Wednesday, 28 March 2018

Brexit related litigation

This post is a brief note on a number of "Brexit-related" applications for judicial review which are before the courts in the UK.  In addition, note that there are certain legal proceedings before the Court of Justice of the EU and, for this, see the article by Jonathan Goldsmith in the Law Society Gazette 13th February 2018.

Judicial review is concerned with the legality of  decisions and actions and not with the merits (e.g. political merits) of the decision itself.  This very basic point was either not understood or was deliberately ignored by the media when the High Court was criticised for its decision in the Miller and Dos Santos litigation - see this previous post.  

Scotland – Court of Session

Seeks to establish that the notification of 29th March 2017 under Article 50 TEU could be unilaterally withdrawn.

Subsequently, permission for the judicial review was granted by the Inner House – see  Opinion in the Reclaiming Motion of Wightman and others v The Advocate General [2018] CSIH 18.

Note: Ultimately, whether a notice under Article 50 is revocable unilaterally (i.e. without the mutual agreement of the EU) is a question of the EU law and, as such, would have to be decided by the Court of Justice of the EU.  

On 8th June, the Court of Session (Outer House) decided not to make a reference to the Court of Justice of the EU. Read the judgment ....

and see The Guardian 8th June

There is an appeal being heard to the Inner House of the Court of Session on 15 August and if unsuccessful then possibly appeal to the Supreme Court.

High Court of England and Wales

The claimant in this case is an interest group which seeks judicial review of alleged failure of the Electoral Commission properly to discharge its responsibility to oversee spending of Vote Leave Limited and certain other campaigners in the period leading up to the referendum held in June 2016 on whether or not the UK should remain a member of the European Union.   Permission to proceed with the claim was refused when the claim was considered on the papers but the request for permission was renewed at an oral hearing. The court gave its reasons for granting permission to proceed with part of the claim.

Four grounds for judicial review were put forward but only one ground was accepted.  That ground raised arguable points of statutory construction (para 31). 

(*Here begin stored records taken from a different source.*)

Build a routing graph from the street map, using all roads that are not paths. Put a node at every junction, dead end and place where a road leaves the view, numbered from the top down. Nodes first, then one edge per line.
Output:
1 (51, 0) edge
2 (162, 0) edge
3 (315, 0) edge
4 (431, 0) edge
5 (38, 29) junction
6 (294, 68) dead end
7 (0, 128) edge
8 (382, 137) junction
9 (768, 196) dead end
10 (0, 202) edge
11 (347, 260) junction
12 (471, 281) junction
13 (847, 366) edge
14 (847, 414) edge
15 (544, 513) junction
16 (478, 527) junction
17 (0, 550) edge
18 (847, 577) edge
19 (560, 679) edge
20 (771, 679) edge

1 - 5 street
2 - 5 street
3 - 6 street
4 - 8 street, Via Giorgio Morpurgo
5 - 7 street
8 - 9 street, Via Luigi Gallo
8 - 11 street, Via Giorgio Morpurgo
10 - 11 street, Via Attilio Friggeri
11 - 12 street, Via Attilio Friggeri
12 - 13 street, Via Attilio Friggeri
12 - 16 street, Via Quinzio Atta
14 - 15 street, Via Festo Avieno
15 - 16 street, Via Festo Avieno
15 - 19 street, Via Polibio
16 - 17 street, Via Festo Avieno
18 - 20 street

Note also para 52 – “It is well understood that the issues raised by this case have sensitive implications for participants in the referendum campaign and the general public. It should be equally well understood, however, that the court's role is strictly confined to determining the meaning and effect of the relevant legislation and that the advocates' submissions should therefore be similarly confined.”

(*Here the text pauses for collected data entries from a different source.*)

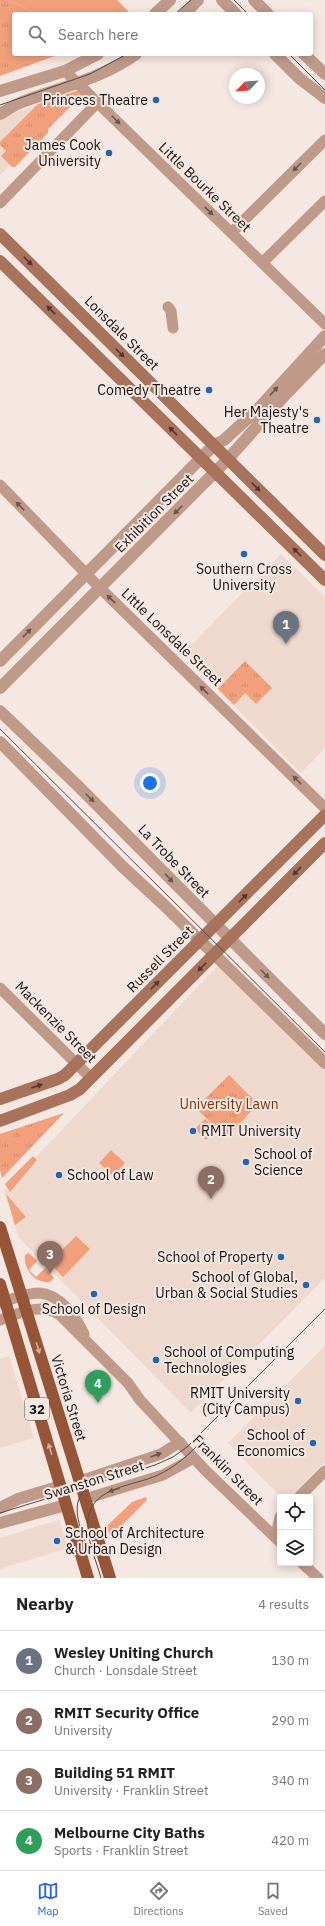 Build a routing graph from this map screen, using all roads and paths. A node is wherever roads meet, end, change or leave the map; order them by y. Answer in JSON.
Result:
{"nodes":[{"id":1,"x":170,"y":0,"type":"edge"},
{"id":2,"x":198,"y":0,"type":"edge"},
{"id":3,"x":222,"y":0,"type":"edge"},
{"id":4,"x":254,"y":0,"type":"edge"},
{"id":5,"x":157,"y":12,"type":"edge"},
{"id":6,"x":186,"y":12,"type":"edge"},
{"id":7,"x":234,"y":12,"type":"edge"},
{"id":8,"x":266,"y":12,"type":"edge"},
{"id":9,"x":94,"y":56,"type":"edge"},
{"id":10,"x":133,"y":56,"type":"edge"},
{"id":11,"x":277,"y":56,"type":"edge"},
{"id":12,"x":306,"y":56,"type":"edge"},
{"id":13,"x":65,"y":70,"type":"junction"},
{"id":14,"x":325,"y":74,"type":"edge"},
{"id":15,"x":78,"y":83,"type":"junction"},
{"id":16,"x":0,"y":91,"type":"edge"},
{"id":17,"x":325,"y":98,"type":"edge"},
{"id":18,"x":98,"y":102,"type":"junction"},
{"id":19,"x":0,"y":114,"type":"edge"},
{"id":20,"x":325,"y":140,"type":"edge"},
{"id":21,"x":325,"y":201,"type":"edge"},
{"id":22,"x":0,"y":203,"type":"edge"},
{"id":23,"x":231,"y":232,"type":"junction"},
{"id":24,"x":0,"y":234,"type":"edge"},
{"id":25,"x":0,"y":260,"type":"edge"},
{"id":26,"x":262,"y":263,"type":"junction"},
{"id":27,"x":168,"y":307,"type":"dead end"},
{"id":28,"x":84,"y":317,"type":"junction"},
{"id":29,"x":325,"y":324,"type":"edge"},
{"id":30,"x":173,"y":328,"type":"dead end"},
{"id":31,"x":71,"y":330,"type":"junction"},
{"id":32,"x":325,"y":336,"type":"edge"},
{"id":33,"x":325,"y":354,"type":"edge"},
{"id":34,"x":144,"y":376,"type":"junction"},
{"id":35,"x":131,"y":389,"type":"junction"},
{"id":36,"x":214,"y":445,"type":"junction"},
{"id":37,"x":201,"y":458,"type":"junction"},
{"id":38,"x":228,"y":459,"type":"junction"},
{"id":39,"x":215,"y":472,"type":"junction"},
{"id":40,"x":182,"y":478,"type":"junction"},
{"id":41,"x":0,"y":485,"type":"edge"},
{"id":42,"x":196,"y":492,"type":"junction"},
{"id":43,"x":137,"y":522,"type":"junction"},
{"id":44,"x":151,"y":537,"type":"junction"},
{"id":45,"x":325,"y":555,"type":"edge"},
{"id":46,"x":86,"y":573,"type":"junction"},
{"id":47,"x":325,"y":580,"type":"edge"},
{"id":48,"x":73,"y":586,"type":"junction"},
{"id":49,"x":100,"y":588,"type":"junction"},
{"id":50,"x":87,"y":601,"type":"junction"},
{"id":51,"x":0,"y":661,"type":"edge"},
{"id":52,"x":0,"y":688,"type":"edge"},
{"id":53,"x":0,"y":711,"type":"edge"},
{"id":54,"x":0,"y":742,"type":"edge"},
{"id":55,"x":325,"y":808,"type":"edge"},
{"id":56,"x":325,"y":816,"type":"edge"},
{"id":57,"x":325,"y":843,"type":"edge"},
{"id":58,"x":215,"y":925,"type":"junction"},
{"id":59,"x":229,"y":939,"type":"junction"},
{"id":60,"x":200,"y":941,"type":"junction"},
{"id":61,"x":214,"y":954,"type":"junction"},
{"id":62,"x":0,"y":988,"type":"edge"},
{"id":63,"x":141,"y":999,"type":"junction"},
{"id":64,"x":156,"y":1013,"type":"junction"},
{"id":65,"x":325,"y":1034,"type":"edge"},
{"id":66,"x":77,"y":1063,"type":"junction"},
{"id":67,"x":325,"y":1063,"type":"edge"},
{"id":68,"x":91,"y":1078,"type":"junction"},
{"id":69,"x":0,"y":1099,"type":"edge"},
{"id":70,"x":0,"y":1121,"type":"edge"},
{"id":71,"x":0,"y":1227,"type":"edge"},
{"id":72,"x":0,"y":1284,"type":"edge"},
{"id":73,"x":22,"y":1296,"type":"junction"},
{"id":74,"x":3,"y":1302,"type":"edge"},
{"id":75,"x":27,"y":1311,"type":"junction"},
{"id":76,"x":5,"y":1318,"type":"edge"},
{"id":77,"x":91,"y":1346,"type":"junction"},
{"id":78,"x":180,"y":1442,"type":"junction"},
{"id":79,"x":194,"y":1458,"type":"junction"},
{"id":80,"x":325,"y":1471,"type":"edge"},
{"id":81,"x":80,"y":1480,"type":"junction"},
{"id":82,"x":61,"y":1486,"type":"junction"},
{"id":83,"x":302,"y":1494,"type":"edge"},
{"id":84,"x":86,"y":1499,"type":"junction"},
{"id":85,"x":66,"y":1505,"type":"junction"},
{"id":86,"x":0,"y":1508,"type":"edge"},
{"id":87,"x":0,"y":1523,"type":"edge"},
{"id":88,"x":277,"y":1537,"type":"edge"},
{"id":89,"x":305,"y":1566,"type":"edge"},
{"id":90,"x":88,"y":1578,"type":"edge"},
{"id":91,"x":110,"y":1578,"type":"edge"},
{"id":92,"x":318,"y":1578,"type":"edge"}],
"edges":[{"from":1,"to":5,"type":"street"},
{"from":2,"to":6,"type":"street"},
{"from":3,"to":7,"type":"street"},
{"from":4,"to":8,"type":"street"},
{"from":9,"to":13,"type":"street"},
{"from":10,"to":15,"type":"street"},
{"from":11,"to":17,"type":"street"},
{"from":12,"to":14,"type":"street"},
{"from":13,"to":15,"type":"street","name":"Little Bourke Street"},
{"from":13,"to":16,"type":"street"},
{"from":15,"to":18,"type":"street","name":"Little Bourke Street"},
{"from":15,"to":19,"type":"street"},
{"from":18,"to":22,"type":"street"},
{"from":18,"to":23,"type":"street","name":"Little Bourke Street","one_way":true},
{"from":20,"to":23,"type":"street","one_way":true},
{"from":21,"to":26,"type":"street"},
{"from":23,"to":26,"type":"street","name":"Little Bourke Street"},
{"from":24,"to":28,"type":"main road","name":"Lonsdale Street","one_way":true},
{"from":31,"to":25,"type":"main road","one_way":true},
{"from":26,"to":29,"type":"street","name":"Little Bourke Street"},
{"from":27,"to":30,"type":"street"},
{"from":28,"to":31,"type":"main road"},
{"from":28,"to":34,"type":"main road","name":"Lonsdale Street","one_way":true},
{"from":31,"to":35,"type":"main road"},
{"from":36,"to":32,"type":"street","name":"Exhibition Street","one_way":true},
{"from":33,"to":38,"type":"street","name":"Exhibition Street"},
{"from":34,"to":35,"type":"main road"},
{"from":34,"to":36,"type":"main road","name":"Lonsdale Street"},
{"from":37,"to":35,"type":"main road","one_way":true},
{"from":36,"to":37,"type":"street","name":"Exhibition Street"},
{"from":36,"to":38,"type":"main road","name":"Lonsdale Street"},
{"from":37,"to":39,"type":"main road"},
{"from":37,"to":40,"type":"street","name":"Exhibition Street"},
{"from":38,"to":39,"type":"street","name":"Exhibition Street"},
{"from":38,"to":45,"type":"main road","name":"Lonsdale Street","one_way":true},
{"from":39,"to":42,"type":"street","name":"Exhibition Street"},
{"from":47,"to":39,"type":"main road","one_way":true},
{"from":40,"to":42,"type":"street"},
{"from":40,"to":43,"type":"street","name":"Exhibition Street"},
{"from":46,"to":41,"type":"street","name":"Little Lonsdale Street","one_way":true},
{"from":42,"to":44,"type":"street","name":"Exhibition Street","one_way":true},
{"from":43,"to":44,"type":"street"},
{"from":43,"to":46,"type":"street","name":"Exhibition Street"},
{"from":44,"to":49,"type":"street","name":"Exhibition Street"},
{"from":46,"to":48,"type":"street","name":"Exhibition Street"},
{"from":46,"to":49,"type":"street","name":"Little Lonsdale Street"},
{"from":48,"to":50,"type":"street"},
{"from":51,"to":48,"type":"street","name":"Exhibition Street","one_way":true},
{"from":49,"to":50,"type":"street","name":"Exhibition Street"},
{"from":55,"to":49,"type":"street","name":"Little Lonsdale Street","one_way":true},
{"from":50,"to":52,"type":"street","name":"Exhibition Street"},
{"from":53,"to":58,"type":"street","name":"La Trobe Street","one_way":true},
{"from":54,"to":60,"type":"street"},
{"from":58,"to":56,"type":"main road","name":"Russell Street","one_way":true},
{"from":57,"to":59,"type":"main road","one_way":true},
{"from":58,"to":59,"type":"street","name":"La Trobe Street"},
{"from":58,"to":60,"type":"main road","name":"Russell Street"},
{"from":59,"to":61,"type":"main road"},
{"from":59,"to":65,"type":"street","name":"La Trobe Street","one_way":true},
{"from":60,"to":61,"type":"street"},
{"from":63,"to":60,"type":"main road","name":"Russell Street","one_way":true},
{"from":61,"to":64,"type":"main road","one_way":true},
{"from":61,"to":67,"type":"street"},
{"from":62,"to":66,"type":"street","name":"Mackenzie Street"},
{"from":63,"to":64,"type":"main road"},
{"from":63,"to":66,"type":"main road","name":"Russell Street"},
{"from":64,"to":68,"type":"main road"},
{"from":66,"to":68,"type":"street","name":"Mackenzie Street"},
{"from":69,"to":66,"type":"main road","name":"Russell Street","one_way":true},
{"from":68,"to":70,"type":"main road"},
{"from":71,"to":73,"type":"main road","name":"Victoria Street","number":"32"},
{"from":72,"to":74,"type":"main road","number":"32"},
{"from":73,"to":74,"type":"street","name":"Franklin Street"},
{"from":73,"to":75,"type":"main road","name":"Victoria Street","number":"32"},
{"from":73,"to":77,"type":"street","name":"Franklin Street"},
{"from":74,"to":76,"type":"main road","number":"32"},
{"from":75,"to":76,"type":"street","name":"Franklin Street"},
{"from":75,"to":77,"type":"street","name":"Franklin Street"},
{"from":75,"to":81,"type":"main road","name":"Victoria Street","number":"32","one_way":true},
{"from":82,"to":76,"type":"main road","number":"32","one_way":true},
{"from":77,"to":78,"type":"street","name":"Franklin Street"},
{"from":78,"to":79,"type":"street","name":"Franklin Street"},
{"from":81,"to":78,"type":"street","name":"Swanston Street","one_way":true},
{"from":79,"to":84,"type":"street","name":"Swanston Street","one_way":true},
{"from":79,"to":88,"type":"street","name":"Franklin Street"},
{"from":80,"to":83,"type":"street"},
{"from":81,"to":82,"type":"main road","name":"Swanston Street"},
{"from":81,"to":84,"type":"main road","name":"Victoria Street","number":"32"},
{"from":82,"to":85,"type":"main road","number":"32"},
{"from":82,"to":86,"type":"street","name":"Swanston Street"},
{"from":84,"to":85,"type":"main road","name":"Swanston Street"},
{"from":84,"to":91,"type":"main road","name":"Victoria Street","number":"32"},
{"from":85,"to":87,"type":"street","name":"Swanston Street"},
{"from":85,"to":90,"type":"main road","number":"32"},
{"from":89,"to":92,"type":"street"}]}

High Court of England and Wales

An application brought by Good Law Project for judicial review was rejected in relation to obtaining publication of “secret Brexit studies” held by the government.

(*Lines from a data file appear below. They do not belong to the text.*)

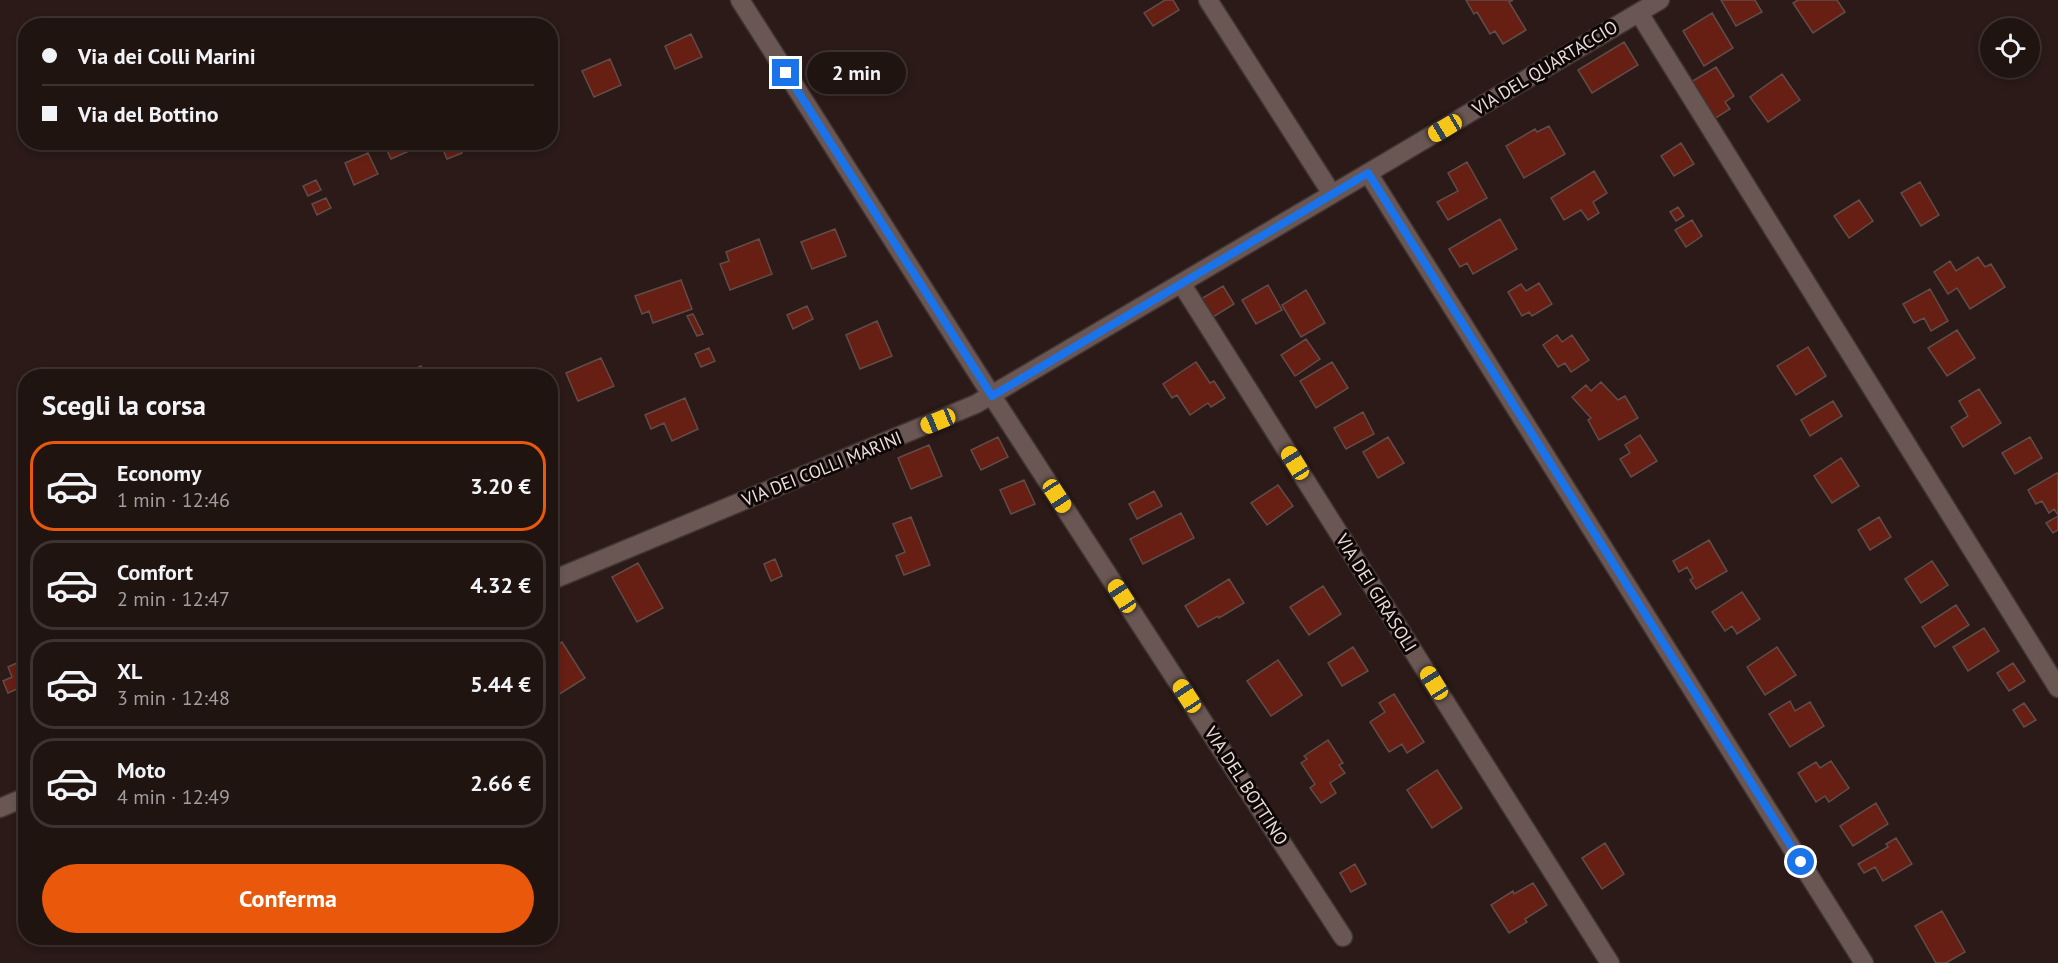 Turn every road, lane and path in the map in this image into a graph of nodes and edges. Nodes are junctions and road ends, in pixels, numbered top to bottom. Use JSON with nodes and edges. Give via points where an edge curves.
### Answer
{"nodes":[{"id":1,"x":740,"y":0,"type":"edge"},
{"id":2,"x":1208,"y":0,"type":"edge"},
{"id":3,"x":1660,"y":0,"type":"edge"},
{"id":4,"x":1639,"y":13,"type":"junction"},
{"id":5,"x":1368,"y":173,"type":"junction"},
{"id":6,"x":1332,"y":194,"type":"junction"},
{"id":7,"x":1181,"y":284,"type":"junction"},
{"id":8,"x":992,"y":396,"type":"junction"},
{"id":9,"x":558,"y":578,"type":"edge"},
{"id":10,"x":2058,"y":688,"type":"edge"},
{"id":11,"x":18,"y":800,"type":"edge"},
{"id":12,"x":0,"y":808,"type":"edge"},
{"id":13,"x":1343,"y":937,"type":"dead end"},
{"id":14,"x":1610,"y":963,"type":"edge"},
{"id":15,"x":1864,"y":963,"type":"edge"}],
"edges":[{"from":1,"to":8,"type":"street","name":"VIA DEL BOTTINO"},
{"from":2,"to":6,"type":"street"},
{"from":3,"to":4,"type":"street","name":"VIA DEL QUARTACCIO"},
{"from":4,"to":5,"type":"street","name":"VIA DEL QUARTACCIO"},
{"from":4,"to":10,"type":"street"},
{"from":5,"to":6,"type":"street","name":"VIA DEI COLLI MARINI"},
{"from":5,"to":15,"type":"street"},
{"from":6,"to":7,"type":"street","name":"VIA DEI COLLI MARINI"},
{"from":7,"to":8,"type":"street","name":"VIA DEI COLLI MARINI"},
{"from":7,"to":14,"type":"street","name":"VIA DEI GIRASOLI"},
{"from":8,"to":9,"type":"street","name":"VIA DEI COLLI MARINI"},
{"from":8,"to":13,"type":"street","name":"VIA DEL BOTTINO"},
{"from":11,"to":12,"type":"street"}]}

22nd January 2018 – on the basis of the papers, Garnham J rejected the application.  The application was renewed  and the issue at the renewed hearing was whether the Freedom of Information Act 2000 provided a suitable remedy for the complaint.  Supperstone J held that it did and rejected the application for judicial review.

High Court of England and Wales

Crowdjustice – When did Parliament decide that the UK should leave the EU.

On 28th February 2018 the High Court rejected the paper application for judicial review.  The application was renewed on 8th March and a hearing has yet to be held.

Oral permission hearing 12th June

Permission rejected by the High Court - 12th June - The Guardian  - The full Divisional Court judgment can be found here - [2018] EWHC 1543 (Admin) - and see the discussion at Monckton Chambers - Brexit blog.